> TASK: Count the lines below with the string "function" in them. Only the number should be given.

> DATA PROVIDED:
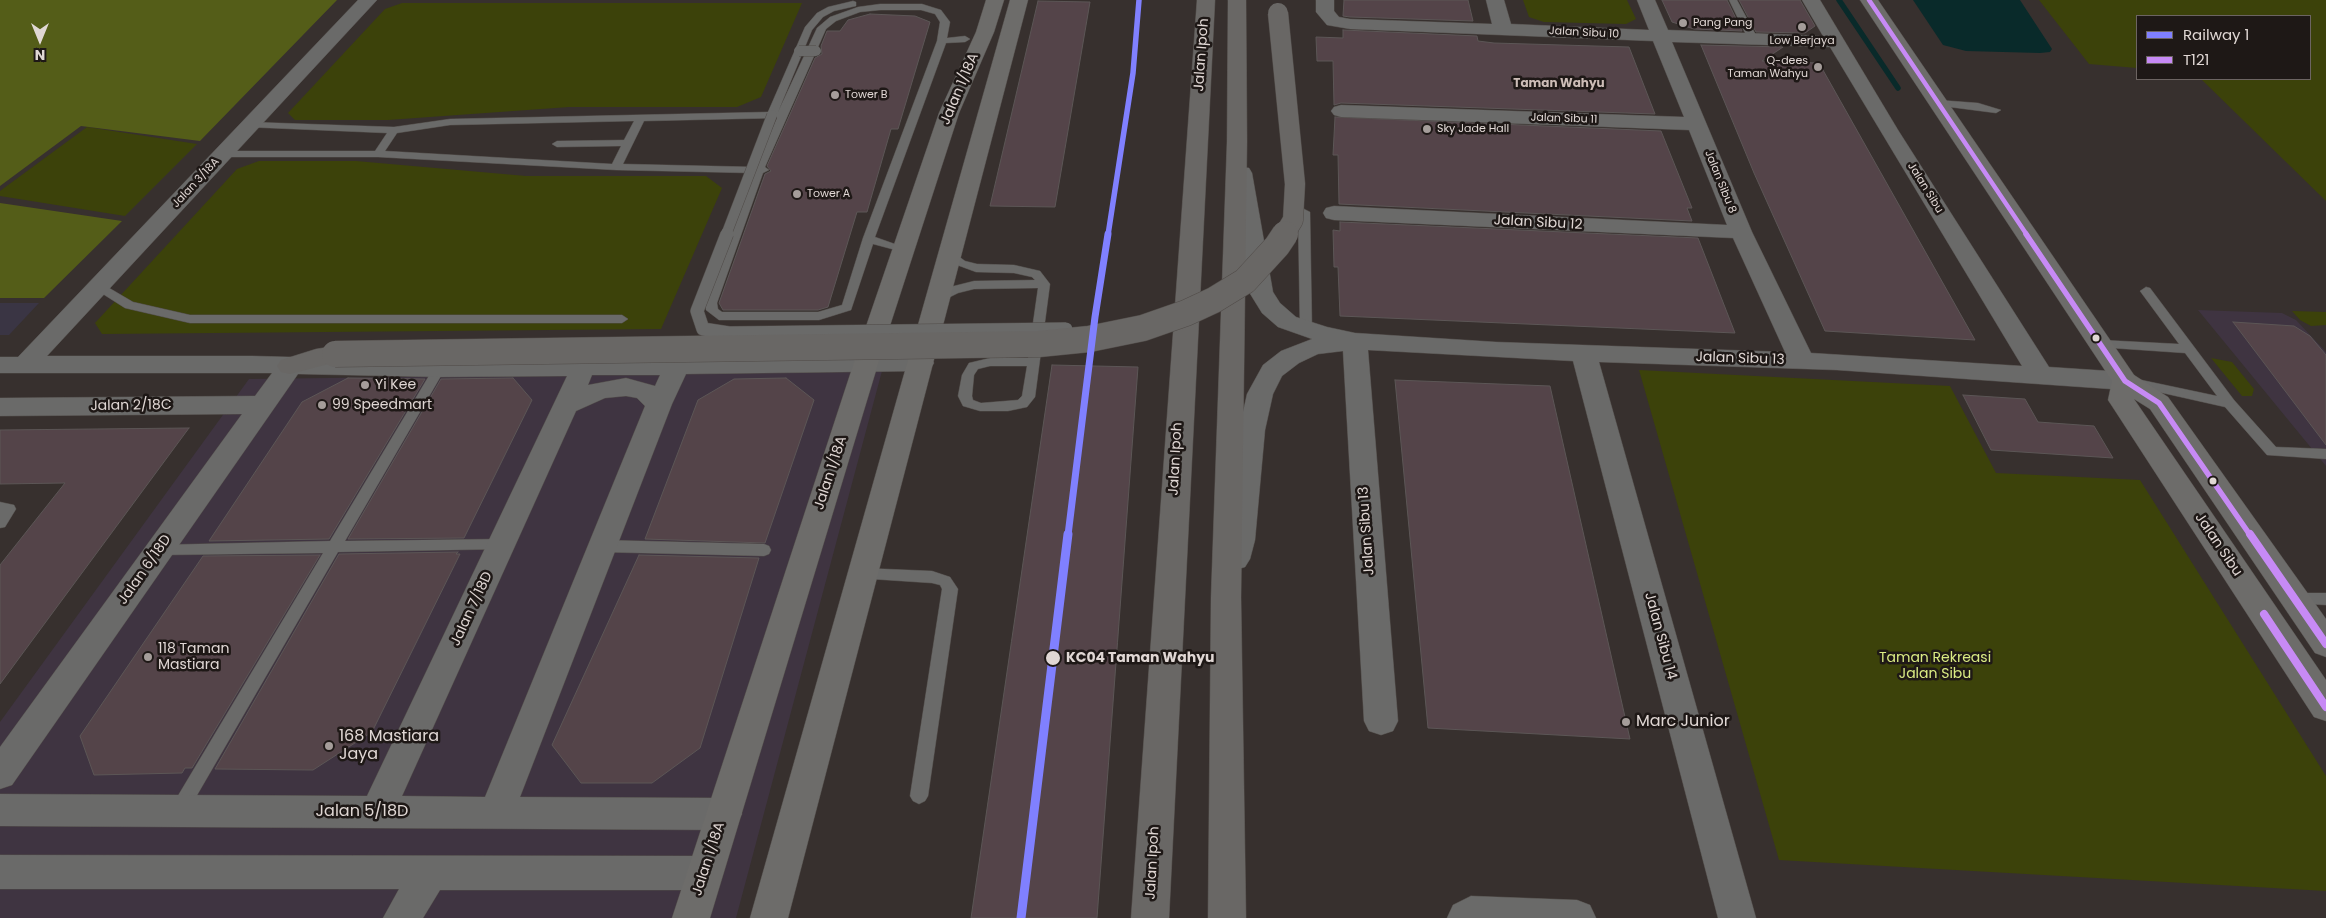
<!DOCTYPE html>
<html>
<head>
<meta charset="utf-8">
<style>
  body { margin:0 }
  #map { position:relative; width:2326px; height:918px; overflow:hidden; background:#37302e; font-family:Poppins,sans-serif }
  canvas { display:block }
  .legend { position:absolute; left:2136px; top:15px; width:175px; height:65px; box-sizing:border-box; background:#1e1816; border:1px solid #6c6462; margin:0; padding:6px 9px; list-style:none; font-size:15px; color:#e0d7d4 }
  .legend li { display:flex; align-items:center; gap:10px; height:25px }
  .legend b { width:25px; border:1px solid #6c6462 }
  .north { position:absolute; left:15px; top:15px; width:50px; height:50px; -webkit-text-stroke:4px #1e1816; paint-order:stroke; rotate:180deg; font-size:14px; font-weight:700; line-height:20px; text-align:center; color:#e0d7d4 }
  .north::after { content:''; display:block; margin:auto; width:18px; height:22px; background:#e0d7d4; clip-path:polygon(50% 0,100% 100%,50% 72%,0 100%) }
</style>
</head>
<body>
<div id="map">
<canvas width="2326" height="918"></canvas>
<ul class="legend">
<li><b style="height:6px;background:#8080ff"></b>Railway 1</li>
<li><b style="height:6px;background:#c78af5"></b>T121</li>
</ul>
<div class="north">N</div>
</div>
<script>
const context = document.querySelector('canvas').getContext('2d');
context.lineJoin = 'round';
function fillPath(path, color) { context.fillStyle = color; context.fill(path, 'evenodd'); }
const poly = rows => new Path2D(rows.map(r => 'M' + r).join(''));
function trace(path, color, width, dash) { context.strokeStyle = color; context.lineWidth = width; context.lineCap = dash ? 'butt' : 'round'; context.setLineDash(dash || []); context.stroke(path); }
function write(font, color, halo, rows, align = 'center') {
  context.font = font + ' Poppins,sans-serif'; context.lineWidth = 5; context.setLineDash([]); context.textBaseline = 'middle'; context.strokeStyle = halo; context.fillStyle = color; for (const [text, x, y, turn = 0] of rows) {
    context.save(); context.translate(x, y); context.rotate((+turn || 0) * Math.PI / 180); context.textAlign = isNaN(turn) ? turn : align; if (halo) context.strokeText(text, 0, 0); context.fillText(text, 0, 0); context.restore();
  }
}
const commercial = poly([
  [2198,310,2282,313,2296,320,2326,352,2326,466],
  [882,371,736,918,0,918,0,722,249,379]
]);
const industrial = poly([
  [0,303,39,303,9,335,0,335]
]);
const green = poly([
  [1523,0,1627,0,1636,19,1626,24,1544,22,1529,17],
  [2039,0,2326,0,2326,201,2201,79,2310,79,2310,16,2137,16,2137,68,2089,64],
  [402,3,802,3,761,97,737,107,569,107,388,120,295,120,288,113,385,9],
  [87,127,197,144,125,216,0,196,0,191],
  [259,161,356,161,526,176,706,176,722,188,661,329,102,334,95,323,237,169],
  [2292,311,2326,312,2326,325,2311,326,2300,320],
  [2211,358,2232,362,2254,389,2252,396,2242,396],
  [1639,370,1950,386,1996,473,2140,480,2326,776,2326,891,1779,860]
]);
const forest = poly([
  [0,0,337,0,200,141,81,126,0,186],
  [0,203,122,221,44,298,0,298]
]);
const water = poly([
  [1913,0,2020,0,2052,49,2050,52,2040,53,1966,51,1943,45]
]);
const stream = poly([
  [1839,0,1898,88]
]);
const building = poly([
  [1344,0,1468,0,1473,21,1350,17,1343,16,1344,0],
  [1662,0,1727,0,1742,31,1694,29,1672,22,1662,0],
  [1739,0,1800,0,1815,26,1805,33,1756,32,1739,0],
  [1038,1,1090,2,1055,207,990,206,1038,1],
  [870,14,915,16,930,22,898,129,891,129,867,212,857,212,828,307,818,310,723,310,719,303,765,174,771,171,767,166,815,58,822,54,821,46,827,31,840,31,848,20,870,14],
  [1343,30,1477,36,1478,41,1494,43,1629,47,1655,114,1341,103,1334,105,1333,61,1317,61,1316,37,1343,38,1343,30],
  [1701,45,1783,47,1762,61,1819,63,1975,340,1825,331,1754,173,1701,45],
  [1335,117,1661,131,1692,208,1687,208,1692,221,1339,204,1338,155,1333,155,1335,117],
  [1340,222,1698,238,1735,333,1340,316,1338,267,1334,267,1333,230,1340,231,1340,222],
  [2233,322,2294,326,2310,336,2326,355,2326,445,2233,322],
  [1052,365,1138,367,1097,918,971,918,1052,365],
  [348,378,425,379,329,539,209,541,302,402,348,378],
  [513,378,532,400,464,538,348,539,441,379,513,378],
  [786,378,814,400,765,543,645,539,698,400,734,379,786,378],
  [1395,380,1550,386,1630,739,1428,728,1395,380],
  [1963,395,2025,399,2038,422,2094,426,2113,458,1991,450,1963,395],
  [189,428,0,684,0,565,65,483,0,484,0,430,189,428],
  [458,552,456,554,460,554,372,732,313,770,215,769,339,554,458,552],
  [320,555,192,768,185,768,182,773,94,775,80,736,203,556,320,555],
  [639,555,759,558,700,748,652,783,581,783,552,745,639,555]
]);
const lane = poly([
  [1729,0,1737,0,1758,39,1756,41,1748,39,1729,0],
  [853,1,856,2,856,6,834,11,823,17,812,30,778,112,817,28,830,17,858,7,880,4,922,4,941,10,950,22,947,38,965,36,970,39,965,42,946,43,875,237,909,249,903,252,873,244,851,310,819,320,719,320,706,310,705,303,752,173,616,170,378,157,223,157,218,154,223,151,375,151,387,133,246,127,246,123,250,122,394,127,450,119,768,112,805,27,817,13,828,7,853,1],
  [880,10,921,10,935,14,940,22,937,41,863,238,842,305,818,312,722,312,718,309,717,303,763,173,769,170,765,167,826,29,836,21,860,12,880,10],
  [777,118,755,167,623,164,644,121,777,118],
  [634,121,624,140,557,141,552,144,557,147,621,146,612,164,385,151,397,133,450,125,634,121],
  [1938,100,1978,103,2001,110,1996,113,1934,105,1933,103,1938,100],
  [1304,209,1310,212,1312,330,1306,334,1300,330,1298,212,1304,209],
  [950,250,965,261,977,264,1014,265,1040,271,1050,284,1035,397,1027,407,1008,411,980,411,963,406,958,396,962,375,969,363,990,358,1028,358,1038,288,974,289,958,293,938,303,932,299,950,287,974,281,1035,280,1032,277,1014,273,976,272,957,265,944,253,950,250],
  [990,366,1027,366,1022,396,1018,400,981,403,973,400,972,396,974,375,978,369,990,366],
  [99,282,133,302,190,315,622,315,628,319,622,323,190,323,125,308,95,289,93,286,99,282],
  [2146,287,2150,288,2234,400,2276,447,2326,449,2326,459,2267,455,2225,407,2127,385,2126,382,2127,379,2132,378,2217,396,2185,353,2097,347,2095,344,2101,340,2179,344,2140,291,2146,287],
  [439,365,445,369,345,541,502,539,507,541,509,545,507,549,338,552,185,816,179,818,173,816,170,810,173,804,323,553,160,555,155,553,153,549,155,545,330,541,433,369,439,365],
  [0,502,14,505,16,509,5,527,0,528,0,502],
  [601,540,764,544,769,546,771,550,769,554,764,556,601,552,596,550,594,546,596,542,601,540],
  [861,568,932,571,950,577,958,589,928,796,925,801,919,804,913,801,910,796,942,589,940,585,932,583,856,578,854,574,856,570,861,568],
  [2296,593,2326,593,2326,605,2291,603,2288,599,2291,595,2296,593]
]);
const street = poly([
  [358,0,377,0,47,356,253,356,439,361,921,355,930,357,934,363,930,369,921,371,686,374,672,404,520,797,724,798,736,803,742,814,736,825,724,830,0,826,0,794,367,796,567,376,439,377,298,374,12,785,0,789,0,747,242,414,0,416,0,398,255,396,272,373,0,373,0,357,18,357,358,0],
  [592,375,660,375,655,386,626,378,588,385,592,375],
  [626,396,637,398,645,406,485,797,402,796,576,411,605,398,626,396],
  [1316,0,1334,0,1334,11,1339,17,1350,19,1492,24,1486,0,1504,0,1511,24,1649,30,1637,0,1655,0,1668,30,1823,36,1802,0,1820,0,1898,130,2049,367,2125,372,2134,375,2138,381,2134,387,2125,390,1837,370,1599,362,1756,918,1718,918,1573,361,1368,350,1398,721,1393,731,1381,735,1369,731,1364,721,1343,351,1318,354,1299,363,1282,376,1273,394,1265,430,1255,540,1250,559,1245,567,1235,570,1225,567,1220,559,1225,540,1239,430,1247,394,1263,365,1281,351,1312,339,1278,327,1262,313,1249,292,1230,173,1233,168,1241,167,1249,168,1252,173,1273,292,1280,303,1296,317,1327,327,1355,333,1496,342,1785,352,1733,238,1334,220,1326,218,1323,213,1326,208,1334,206,1727,225,1689,130,1341,117,1334,115,1331,111,1334,107,1341,105,1684,117,1653,41,1350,29,1327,25,1316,12,1316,0],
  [1672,42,1830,47,2022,366,1811,353,1752,232,1672,42],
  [0,855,705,856,718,861,723,873,718,885,705,890,440,890,423,918,383,918,399,889,0,889,0,855],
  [1471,896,1577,900,1590,905,1596,918,1447,918,1453,905,1471,896]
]);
const secondary = poly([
  [986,0,1004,0,994,32,959,113,885,341,710,918,672,918,861,341,939,113,976,32,986,0],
  [1010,0,1028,0,788,918,750,918,1010,0],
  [1860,0,1878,0,2134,375,2168,397,2326,619,2326,657,2315,653,2150,409,2134,399,2326,680,2326,721,2314,717,2112,406,2108,400,2112,381,1860,0]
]);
const highway = poly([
  [1197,0,1215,0,1169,918,1131,918,1197,0],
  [1228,0,1246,0,1247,142,1241,597,1246,918,1208,918,1211,597,1227,142,1228,0],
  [335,346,344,348,348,354,344,360,290,374,281,372,277,366,281,360,316,349,335,346]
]);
const laneBridgeFar1 = poly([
  [799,51,816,51],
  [726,235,772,115]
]);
const laneBridge = poly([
  [727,234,697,311,703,329,729,333,1066,329]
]);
const highwayBridgeFar1 = poly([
  [1278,13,1295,184,1293,220,1284,235]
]);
const highwayBridge = poly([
  [335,354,1039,344,1089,339,1143,328,1186,313,1214,300,1245,281,1277,246,1285,234]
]);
const bus1Far2 = poly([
  [1869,0,2027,235]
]);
const bus1Far1 = poly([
  [2026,234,2125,381,2159,403,2250,535]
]);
const bus1 = poly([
  [2250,534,2326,644],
  [2264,614,2326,707]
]);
const rail1Far2 = poly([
  [1108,235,1133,73,1139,0]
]);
const rail1Far1 = poly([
  [1068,535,1095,317,1108,234]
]);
const rail1 = poly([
  [1021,918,1068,534]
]);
const markers = [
  [1683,23,5,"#a59d9a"],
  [1802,27,5,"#a59d9a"],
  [1818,67,5,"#a59d9a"],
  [835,95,5,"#a59d9a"],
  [1427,129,5,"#a59d9a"],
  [797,194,5,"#a59d9a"],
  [2096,338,4.5,"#e0d7d4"],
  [365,385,5,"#a59d9a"],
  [322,405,5,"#a59d9a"],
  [2213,481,4.5,"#e0d7d4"],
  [148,657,5,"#a59d9a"],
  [1053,658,8,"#e0d7d4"],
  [1626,722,5,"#a59d9a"],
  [329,746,5,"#a59d9a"]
];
const farPoinames = [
  ["Pang Pang",1693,23],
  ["Low Berjaya",1802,41,"center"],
  ["Q-dees",1808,61,"right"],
  ["Taman Wahyu",1808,74,"right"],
  ["Tower B",845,95],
  ["Sky Jade Hall",1437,129],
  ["Tower A",807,194]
];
const farStreetnames = [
  ["Jalan Sibu 10",1584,33,3],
  ["Jalan Sibu 11",1564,119,2],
  ["Jalan Sibu 8",1720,182,68],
  ["Jalan 3/18A",196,183,-47],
  ["Jalan Sibu",1925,188,58]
];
const farNeighbourhoodnames = [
  ["Taman Wahyu",1559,84]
];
const streetNames = [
  ["Jalan Ipoh",1202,55,-86],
  ["Jalan 1/18A",960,89,-67],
  ["Jalan Sibu 12",1538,223,3],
  ["Jalan Sibu 13",1740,359,2],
  ["Jalan 2/18C",131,406,-1],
  ["Jalan Ipoh",1176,459,-87],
  ["Jalan 1/18A",831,473,-72],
  ["Jalan Sibu 13",1367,531,-94],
  ["Jalan Sibu",2218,545,56],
  ["Jalan 6/18D",145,570,-55],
  ["Jalan 7/18D",472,609,-65],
  ["Jalan Sibu 14",1660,636,75],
  ["Jalan 1/18A",709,859,-72],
  ["Jalan Ipoh",1153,863,-87]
];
const poiNames = [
  ["Yi Kee",375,385],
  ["99 Speedmart",332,405],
  ["118 Taman",158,649],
  ["Mastiara",158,665]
];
const stopNames = [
  ["KC04 Taman Wahyu",1066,658]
];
const parkNames = [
  ["Taman Rekreasi",1935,658],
  ["Jalan Sibu",1935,674]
];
const nearPoinames = [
  ["Marc Junior",1636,722],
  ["168 Mastiara",339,737],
  ["Jaya",339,755]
];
const nearStreetnames = [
  ["Jalan 5/18D",362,812]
];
fillPath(commercial, '#3f3441');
fillPath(industrial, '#3a3544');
fillPath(green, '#3c420a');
fillPath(forest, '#545d18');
fillPath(water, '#092a2a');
trace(stream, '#092a2a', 5.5);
fillPath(building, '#544449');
trace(building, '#5c5656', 1);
trace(lane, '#514c49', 1);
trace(street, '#514c49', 1);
trace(secondary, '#514c49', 1);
trace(highway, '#514c49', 1);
fillPath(lane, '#6a6a69');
fillPath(street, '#6a6a69');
fillPath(secondary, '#6d6c6a');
fillPath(highway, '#696765');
trace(laneBridgeFar1, '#514c49', 11, []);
trace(laneBridge, '#514c49', 14, []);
trace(highwayBridgeFar1, '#514c49', 21, []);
trace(highwayBridge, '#514c49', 27, []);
trace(laneBridgeFar1, '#6a6a69', 10);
trace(laneBridge, '#6a6a69', 13);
trace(highwayBridgeFar1, '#696765', 20);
trace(highwayBridge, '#696765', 26);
trace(bus1Far2, '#c78af5', 4.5);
trace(bus1Far1, '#c78af5', 5.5);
trace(bus1, '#c78af5', 8);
trace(rail1Far2, '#8080ff', 5.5);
trace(rail1Far1, '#8080ff', 7);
trace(rail1, '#8080ff', 9);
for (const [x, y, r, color] of markers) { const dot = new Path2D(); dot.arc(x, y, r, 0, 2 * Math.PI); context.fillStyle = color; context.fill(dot); trace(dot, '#1e1816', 2); }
write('11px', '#e0d7d4', '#1e1816', farPoinames, 'left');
write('11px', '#e0d7d4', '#1e1816', farStreetnames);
write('bold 12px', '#cdbdb7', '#1e1816', farNeighbourhoodnames);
write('14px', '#e0d7d4', '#1e1816', streetNames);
write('14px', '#e0d7d4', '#1e1816', poiNames, 'left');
write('bold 14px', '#e0d7d4', '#1e1816', stopNames, 'left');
write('14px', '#daeb83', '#1e1816', parkNames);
write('16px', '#e0d7d4', '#1e1816', nearPoinames, 'left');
write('16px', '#e0d7d4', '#1e1816', nearStreetnames);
</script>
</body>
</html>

> TASK ANSWER: 3